The unexpected resignation of managing director and chief executive officer (CEO) of Infosys, Vishal Sikka, could impact the company’s operations in the near-term, given the uncertainty on leadership, worries related to employee exits and business growth. While the company, in an investors’ call, indicated there would be continuity in the business plan, the Street is jittery about the near-term fallout from the leadership vacuum till a new CEO is confirmed. U B Pravin Rao, the company’s chief operating officer, has been appointed interim CEO.
Emkay’s Rahul Jain and Ruchi Burde believe the resignation will impact the company’s financial performance in the short- to medium-term. While there could be short-term blips on business growth, the important parameter, according to analysts, is any employee exits especially in the senior management team in the wake of Sikka’s resignation. Said an analyst at a domestic brokerage, “The biggest worry is attrition which could impact business growth and the company could lose market share to competitors.” While analysts such as Sarabjit Kour Nangra of Angel Broking believe some attrition could happen, they believed the key is the transition period and the company’s ability to get a CEO who could deliver in a tough environment. Otherwise, growth will suffer.
On the operational side, the Street will look at the company’s ability to meet its constant currency revenue guidance of 6.5-8.5 per cent for FY18. Given the challenges on slowdown in client spending and business uncertainty, the company was forced to cut its guidance thrice during FY17 from 11.5-13.5 per cent it had projected at the start of the fiscal. Amit Chandra of HDFC Securities said the strategy was not going to change over the next couple of quarters given that Sikka would continue (as executive chairman). The company management indicated in the call that they were planning to meet the top 100 clients and explain the transition process. While there could be a slowdown in new business, over the next couple of quarters, current client commitments and deliveries will not be impacted, say analysts.

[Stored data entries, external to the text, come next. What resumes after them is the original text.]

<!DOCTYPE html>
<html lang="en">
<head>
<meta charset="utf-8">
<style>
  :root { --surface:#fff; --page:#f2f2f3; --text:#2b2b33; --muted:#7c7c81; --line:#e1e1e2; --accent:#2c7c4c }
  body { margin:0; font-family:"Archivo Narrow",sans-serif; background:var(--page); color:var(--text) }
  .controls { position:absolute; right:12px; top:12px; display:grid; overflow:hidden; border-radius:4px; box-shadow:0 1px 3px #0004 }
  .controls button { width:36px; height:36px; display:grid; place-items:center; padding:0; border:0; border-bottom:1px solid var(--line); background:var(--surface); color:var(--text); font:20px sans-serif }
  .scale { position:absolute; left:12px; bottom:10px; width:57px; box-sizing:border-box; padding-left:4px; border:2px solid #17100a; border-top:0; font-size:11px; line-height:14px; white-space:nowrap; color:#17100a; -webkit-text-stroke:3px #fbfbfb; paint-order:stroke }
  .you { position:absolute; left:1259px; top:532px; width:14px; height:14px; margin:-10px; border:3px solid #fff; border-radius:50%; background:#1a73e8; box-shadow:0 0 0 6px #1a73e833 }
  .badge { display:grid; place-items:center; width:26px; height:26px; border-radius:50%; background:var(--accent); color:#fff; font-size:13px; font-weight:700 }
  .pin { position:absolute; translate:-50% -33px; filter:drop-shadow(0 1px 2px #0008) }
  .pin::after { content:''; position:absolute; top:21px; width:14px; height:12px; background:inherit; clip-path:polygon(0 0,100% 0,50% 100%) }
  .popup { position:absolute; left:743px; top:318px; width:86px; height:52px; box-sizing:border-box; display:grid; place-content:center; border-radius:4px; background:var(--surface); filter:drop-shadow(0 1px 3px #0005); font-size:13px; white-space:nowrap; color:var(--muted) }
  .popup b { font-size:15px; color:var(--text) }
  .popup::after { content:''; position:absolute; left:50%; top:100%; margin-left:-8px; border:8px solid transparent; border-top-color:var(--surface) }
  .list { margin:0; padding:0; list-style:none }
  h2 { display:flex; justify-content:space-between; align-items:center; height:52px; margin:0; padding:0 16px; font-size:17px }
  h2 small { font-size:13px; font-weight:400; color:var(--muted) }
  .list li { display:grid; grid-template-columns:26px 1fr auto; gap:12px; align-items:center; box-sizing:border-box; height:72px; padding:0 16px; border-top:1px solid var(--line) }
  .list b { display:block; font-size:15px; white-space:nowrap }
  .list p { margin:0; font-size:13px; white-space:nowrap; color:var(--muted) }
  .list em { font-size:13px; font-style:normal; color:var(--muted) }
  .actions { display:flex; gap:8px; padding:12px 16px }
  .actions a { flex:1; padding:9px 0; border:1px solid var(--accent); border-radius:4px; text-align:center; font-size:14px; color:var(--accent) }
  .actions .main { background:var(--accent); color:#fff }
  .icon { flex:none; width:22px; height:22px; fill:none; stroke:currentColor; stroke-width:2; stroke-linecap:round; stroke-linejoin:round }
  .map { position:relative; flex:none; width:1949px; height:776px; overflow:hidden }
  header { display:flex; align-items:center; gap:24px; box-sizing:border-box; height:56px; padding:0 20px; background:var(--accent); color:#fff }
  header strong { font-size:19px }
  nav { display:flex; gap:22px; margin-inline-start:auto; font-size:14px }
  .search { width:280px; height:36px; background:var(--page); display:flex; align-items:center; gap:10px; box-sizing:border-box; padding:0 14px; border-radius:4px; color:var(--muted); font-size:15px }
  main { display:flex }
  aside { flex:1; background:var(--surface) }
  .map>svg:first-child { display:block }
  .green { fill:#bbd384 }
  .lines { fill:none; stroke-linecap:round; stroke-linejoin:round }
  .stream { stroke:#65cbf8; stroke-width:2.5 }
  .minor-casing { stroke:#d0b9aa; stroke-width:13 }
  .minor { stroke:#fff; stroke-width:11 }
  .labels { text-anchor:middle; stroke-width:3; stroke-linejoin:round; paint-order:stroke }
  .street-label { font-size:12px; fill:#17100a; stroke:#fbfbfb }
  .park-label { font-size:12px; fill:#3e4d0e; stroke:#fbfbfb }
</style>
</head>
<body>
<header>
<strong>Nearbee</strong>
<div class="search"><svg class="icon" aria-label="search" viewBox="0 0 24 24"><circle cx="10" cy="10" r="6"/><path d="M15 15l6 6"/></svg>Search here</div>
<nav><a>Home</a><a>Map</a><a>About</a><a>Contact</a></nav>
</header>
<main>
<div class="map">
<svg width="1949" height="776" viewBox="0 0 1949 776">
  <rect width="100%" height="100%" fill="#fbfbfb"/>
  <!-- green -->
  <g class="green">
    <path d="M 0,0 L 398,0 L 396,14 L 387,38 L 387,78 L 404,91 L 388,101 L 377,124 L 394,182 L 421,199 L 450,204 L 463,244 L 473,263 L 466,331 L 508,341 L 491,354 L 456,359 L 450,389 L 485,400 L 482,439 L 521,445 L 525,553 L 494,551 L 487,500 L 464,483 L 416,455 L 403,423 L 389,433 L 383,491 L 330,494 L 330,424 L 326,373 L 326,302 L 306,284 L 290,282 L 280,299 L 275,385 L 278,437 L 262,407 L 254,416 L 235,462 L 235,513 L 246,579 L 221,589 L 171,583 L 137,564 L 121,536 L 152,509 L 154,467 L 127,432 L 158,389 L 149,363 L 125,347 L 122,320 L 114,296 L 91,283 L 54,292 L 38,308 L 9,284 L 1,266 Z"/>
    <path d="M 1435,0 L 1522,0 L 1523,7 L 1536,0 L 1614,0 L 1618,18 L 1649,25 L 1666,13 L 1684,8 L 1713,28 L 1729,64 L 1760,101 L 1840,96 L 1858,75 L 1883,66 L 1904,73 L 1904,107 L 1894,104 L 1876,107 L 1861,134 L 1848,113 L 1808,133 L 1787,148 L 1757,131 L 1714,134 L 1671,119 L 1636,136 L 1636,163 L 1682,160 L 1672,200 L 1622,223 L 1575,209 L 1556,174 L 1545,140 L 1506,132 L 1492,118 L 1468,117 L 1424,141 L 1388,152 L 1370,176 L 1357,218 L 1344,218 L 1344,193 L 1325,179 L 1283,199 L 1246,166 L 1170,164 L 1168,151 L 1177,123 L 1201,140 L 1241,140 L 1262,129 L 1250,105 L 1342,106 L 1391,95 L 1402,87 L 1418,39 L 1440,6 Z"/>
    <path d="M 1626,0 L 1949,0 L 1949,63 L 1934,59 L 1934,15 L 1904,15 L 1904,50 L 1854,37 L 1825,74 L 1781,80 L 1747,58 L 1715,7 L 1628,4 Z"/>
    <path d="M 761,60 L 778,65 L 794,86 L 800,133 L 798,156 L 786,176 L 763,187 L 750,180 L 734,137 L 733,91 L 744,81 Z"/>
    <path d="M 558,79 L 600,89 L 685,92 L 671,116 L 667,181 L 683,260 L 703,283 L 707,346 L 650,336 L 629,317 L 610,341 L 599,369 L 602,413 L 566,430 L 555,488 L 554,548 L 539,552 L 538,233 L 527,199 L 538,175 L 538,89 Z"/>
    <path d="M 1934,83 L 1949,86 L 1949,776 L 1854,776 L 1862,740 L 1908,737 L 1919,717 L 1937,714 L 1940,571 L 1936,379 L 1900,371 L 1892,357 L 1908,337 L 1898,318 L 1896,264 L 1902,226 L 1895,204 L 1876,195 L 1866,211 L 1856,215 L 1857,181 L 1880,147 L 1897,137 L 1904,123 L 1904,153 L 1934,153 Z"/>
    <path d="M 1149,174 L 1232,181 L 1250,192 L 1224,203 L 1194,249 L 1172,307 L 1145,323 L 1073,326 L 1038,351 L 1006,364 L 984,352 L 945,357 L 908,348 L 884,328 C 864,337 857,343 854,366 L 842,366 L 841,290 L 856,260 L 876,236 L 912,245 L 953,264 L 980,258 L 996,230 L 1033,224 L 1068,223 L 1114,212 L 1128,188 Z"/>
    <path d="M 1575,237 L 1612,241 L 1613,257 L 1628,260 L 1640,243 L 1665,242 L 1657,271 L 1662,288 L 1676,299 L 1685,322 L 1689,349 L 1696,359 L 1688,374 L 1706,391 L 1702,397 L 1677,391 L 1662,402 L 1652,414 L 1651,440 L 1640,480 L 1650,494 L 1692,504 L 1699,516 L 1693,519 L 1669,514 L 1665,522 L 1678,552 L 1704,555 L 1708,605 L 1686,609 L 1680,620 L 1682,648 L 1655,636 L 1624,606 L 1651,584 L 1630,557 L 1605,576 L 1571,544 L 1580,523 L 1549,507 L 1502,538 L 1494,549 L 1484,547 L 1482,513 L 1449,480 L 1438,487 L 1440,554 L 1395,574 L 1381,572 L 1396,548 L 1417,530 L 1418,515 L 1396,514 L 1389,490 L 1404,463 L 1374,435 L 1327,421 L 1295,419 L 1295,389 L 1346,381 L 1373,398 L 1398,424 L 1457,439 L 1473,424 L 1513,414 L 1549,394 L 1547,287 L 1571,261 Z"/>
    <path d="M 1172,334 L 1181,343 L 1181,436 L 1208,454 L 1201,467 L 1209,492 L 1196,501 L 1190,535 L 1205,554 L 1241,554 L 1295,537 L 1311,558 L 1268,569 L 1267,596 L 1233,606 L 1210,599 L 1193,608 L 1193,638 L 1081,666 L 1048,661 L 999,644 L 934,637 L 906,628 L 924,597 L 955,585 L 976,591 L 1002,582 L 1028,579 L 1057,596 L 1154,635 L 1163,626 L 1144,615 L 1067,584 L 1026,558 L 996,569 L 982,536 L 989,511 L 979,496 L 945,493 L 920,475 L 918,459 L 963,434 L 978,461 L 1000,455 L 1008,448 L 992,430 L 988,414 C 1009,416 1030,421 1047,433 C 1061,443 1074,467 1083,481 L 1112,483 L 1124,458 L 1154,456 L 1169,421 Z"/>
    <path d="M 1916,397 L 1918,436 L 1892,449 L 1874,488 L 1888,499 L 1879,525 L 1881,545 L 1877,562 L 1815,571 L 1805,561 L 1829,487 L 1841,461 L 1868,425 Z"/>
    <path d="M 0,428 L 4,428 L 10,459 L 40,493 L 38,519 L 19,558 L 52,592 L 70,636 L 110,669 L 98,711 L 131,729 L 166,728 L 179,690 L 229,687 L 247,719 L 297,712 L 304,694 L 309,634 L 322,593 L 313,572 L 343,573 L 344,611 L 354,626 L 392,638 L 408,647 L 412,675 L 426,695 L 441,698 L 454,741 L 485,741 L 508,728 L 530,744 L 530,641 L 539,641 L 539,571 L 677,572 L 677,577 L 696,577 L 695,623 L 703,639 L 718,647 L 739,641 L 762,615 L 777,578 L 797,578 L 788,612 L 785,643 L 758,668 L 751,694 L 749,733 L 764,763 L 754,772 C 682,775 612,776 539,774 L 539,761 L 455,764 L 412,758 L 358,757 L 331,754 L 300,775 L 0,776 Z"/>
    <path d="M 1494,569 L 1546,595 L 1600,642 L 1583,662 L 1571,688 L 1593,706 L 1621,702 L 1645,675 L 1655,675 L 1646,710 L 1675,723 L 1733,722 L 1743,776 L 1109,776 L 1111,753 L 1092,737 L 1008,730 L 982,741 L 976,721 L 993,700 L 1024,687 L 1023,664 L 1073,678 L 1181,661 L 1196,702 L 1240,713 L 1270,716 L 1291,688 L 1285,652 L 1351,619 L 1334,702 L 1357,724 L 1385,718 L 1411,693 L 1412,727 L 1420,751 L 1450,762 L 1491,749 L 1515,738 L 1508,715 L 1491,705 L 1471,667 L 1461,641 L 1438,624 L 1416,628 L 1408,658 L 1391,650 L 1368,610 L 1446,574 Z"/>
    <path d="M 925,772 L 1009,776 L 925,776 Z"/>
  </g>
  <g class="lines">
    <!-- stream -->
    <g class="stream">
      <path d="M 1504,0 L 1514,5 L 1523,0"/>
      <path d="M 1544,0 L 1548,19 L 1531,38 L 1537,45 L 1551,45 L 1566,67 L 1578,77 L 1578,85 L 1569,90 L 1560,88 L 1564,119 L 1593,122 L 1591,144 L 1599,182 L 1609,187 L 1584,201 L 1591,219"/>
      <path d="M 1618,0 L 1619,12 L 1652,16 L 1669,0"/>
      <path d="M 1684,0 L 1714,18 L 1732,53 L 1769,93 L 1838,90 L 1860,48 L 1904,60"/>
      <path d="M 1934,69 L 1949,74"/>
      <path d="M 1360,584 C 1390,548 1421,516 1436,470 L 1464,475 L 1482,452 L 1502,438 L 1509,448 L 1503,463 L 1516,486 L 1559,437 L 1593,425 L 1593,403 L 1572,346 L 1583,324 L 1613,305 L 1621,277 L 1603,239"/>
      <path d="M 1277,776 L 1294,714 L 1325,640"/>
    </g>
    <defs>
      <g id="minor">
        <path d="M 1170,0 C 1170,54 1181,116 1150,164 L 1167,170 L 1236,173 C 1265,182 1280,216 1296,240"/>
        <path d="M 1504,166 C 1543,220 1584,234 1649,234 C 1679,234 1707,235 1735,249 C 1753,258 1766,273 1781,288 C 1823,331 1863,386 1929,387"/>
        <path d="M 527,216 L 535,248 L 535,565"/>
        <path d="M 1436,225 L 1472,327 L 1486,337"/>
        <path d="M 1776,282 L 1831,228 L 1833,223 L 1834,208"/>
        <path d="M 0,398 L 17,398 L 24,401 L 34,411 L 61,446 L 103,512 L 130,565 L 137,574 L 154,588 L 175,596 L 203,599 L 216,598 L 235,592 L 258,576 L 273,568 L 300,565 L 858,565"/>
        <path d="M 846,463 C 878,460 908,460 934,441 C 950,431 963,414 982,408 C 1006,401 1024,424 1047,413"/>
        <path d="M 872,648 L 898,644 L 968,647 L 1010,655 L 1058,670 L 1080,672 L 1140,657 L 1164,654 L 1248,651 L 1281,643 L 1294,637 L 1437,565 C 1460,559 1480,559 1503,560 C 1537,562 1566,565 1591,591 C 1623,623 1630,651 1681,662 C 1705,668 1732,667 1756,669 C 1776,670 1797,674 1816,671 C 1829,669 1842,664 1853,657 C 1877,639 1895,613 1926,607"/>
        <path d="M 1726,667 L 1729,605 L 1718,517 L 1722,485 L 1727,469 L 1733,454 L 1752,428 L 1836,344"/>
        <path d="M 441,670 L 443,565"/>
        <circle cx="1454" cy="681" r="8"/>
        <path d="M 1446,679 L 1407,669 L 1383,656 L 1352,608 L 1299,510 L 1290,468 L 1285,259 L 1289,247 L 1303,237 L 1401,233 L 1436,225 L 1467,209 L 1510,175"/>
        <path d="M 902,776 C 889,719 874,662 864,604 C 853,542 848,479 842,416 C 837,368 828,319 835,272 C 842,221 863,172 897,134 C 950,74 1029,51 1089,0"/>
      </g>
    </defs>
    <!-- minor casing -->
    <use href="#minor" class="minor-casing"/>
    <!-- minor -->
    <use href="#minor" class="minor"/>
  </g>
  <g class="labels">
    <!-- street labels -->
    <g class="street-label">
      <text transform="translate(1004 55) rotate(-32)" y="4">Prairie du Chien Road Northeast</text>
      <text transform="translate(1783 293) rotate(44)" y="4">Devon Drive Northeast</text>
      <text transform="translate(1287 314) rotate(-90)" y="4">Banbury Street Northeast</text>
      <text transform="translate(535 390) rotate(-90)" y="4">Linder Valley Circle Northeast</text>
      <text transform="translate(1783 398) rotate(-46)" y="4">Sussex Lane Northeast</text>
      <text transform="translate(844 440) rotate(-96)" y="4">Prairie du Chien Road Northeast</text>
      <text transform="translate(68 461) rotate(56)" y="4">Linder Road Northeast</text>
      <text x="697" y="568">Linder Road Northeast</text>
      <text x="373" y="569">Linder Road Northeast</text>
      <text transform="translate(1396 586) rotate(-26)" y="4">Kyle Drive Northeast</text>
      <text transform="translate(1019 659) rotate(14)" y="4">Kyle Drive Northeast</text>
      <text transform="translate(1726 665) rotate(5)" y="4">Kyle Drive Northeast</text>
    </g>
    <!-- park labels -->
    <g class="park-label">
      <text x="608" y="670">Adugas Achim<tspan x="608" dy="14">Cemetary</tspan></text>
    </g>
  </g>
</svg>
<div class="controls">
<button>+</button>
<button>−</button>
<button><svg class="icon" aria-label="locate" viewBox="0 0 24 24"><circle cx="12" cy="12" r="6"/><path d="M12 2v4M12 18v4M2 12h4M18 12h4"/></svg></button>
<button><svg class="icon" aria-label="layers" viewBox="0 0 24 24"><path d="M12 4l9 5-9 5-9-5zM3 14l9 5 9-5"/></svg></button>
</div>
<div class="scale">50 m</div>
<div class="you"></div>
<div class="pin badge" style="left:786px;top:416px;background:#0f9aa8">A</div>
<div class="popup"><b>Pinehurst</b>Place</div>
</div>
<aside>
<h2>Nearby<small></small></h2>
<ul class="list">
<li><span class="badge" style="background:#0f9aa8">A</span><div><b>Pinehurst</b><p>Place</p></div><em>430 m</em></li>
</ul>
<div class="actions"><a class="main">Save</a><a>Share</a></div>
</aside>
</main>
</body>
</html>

The Street is worried about the ongoing spat between the board and founding members continuing. The management indicated in the investors’ call “that there was no guarantee that it will be sorted out”. Infosys founders had issues related to corporate governance which were first highlighted about eight months ago. In fact, after Sikka's resignation on Friday which was followed by the Infosys board making allegations against N R Naranyana Murthy, the Infosys founder hit back, denying all allegations. The tussle between the board and founders could delay the process of selecting a new head.
On the business front, the growth trigger would be the company’s ability to improve the proportion of digital services which account for 23 per cent of sales. Though this is higher than TCS’ 19 per cent, it is much lower than Accenture’s 50 per cent. Digital services were growing at 25 per cent annually, while the legacy systems, which made up over 75 per cent of revenues, were growing at three-four per cent.
What would give the stock some technical support was the announcement of a buyback, a decision on which will be taken on Saturday. The company plans to pay shareholders Rs 13,000 crore through either a buyback or a dividend in FY18.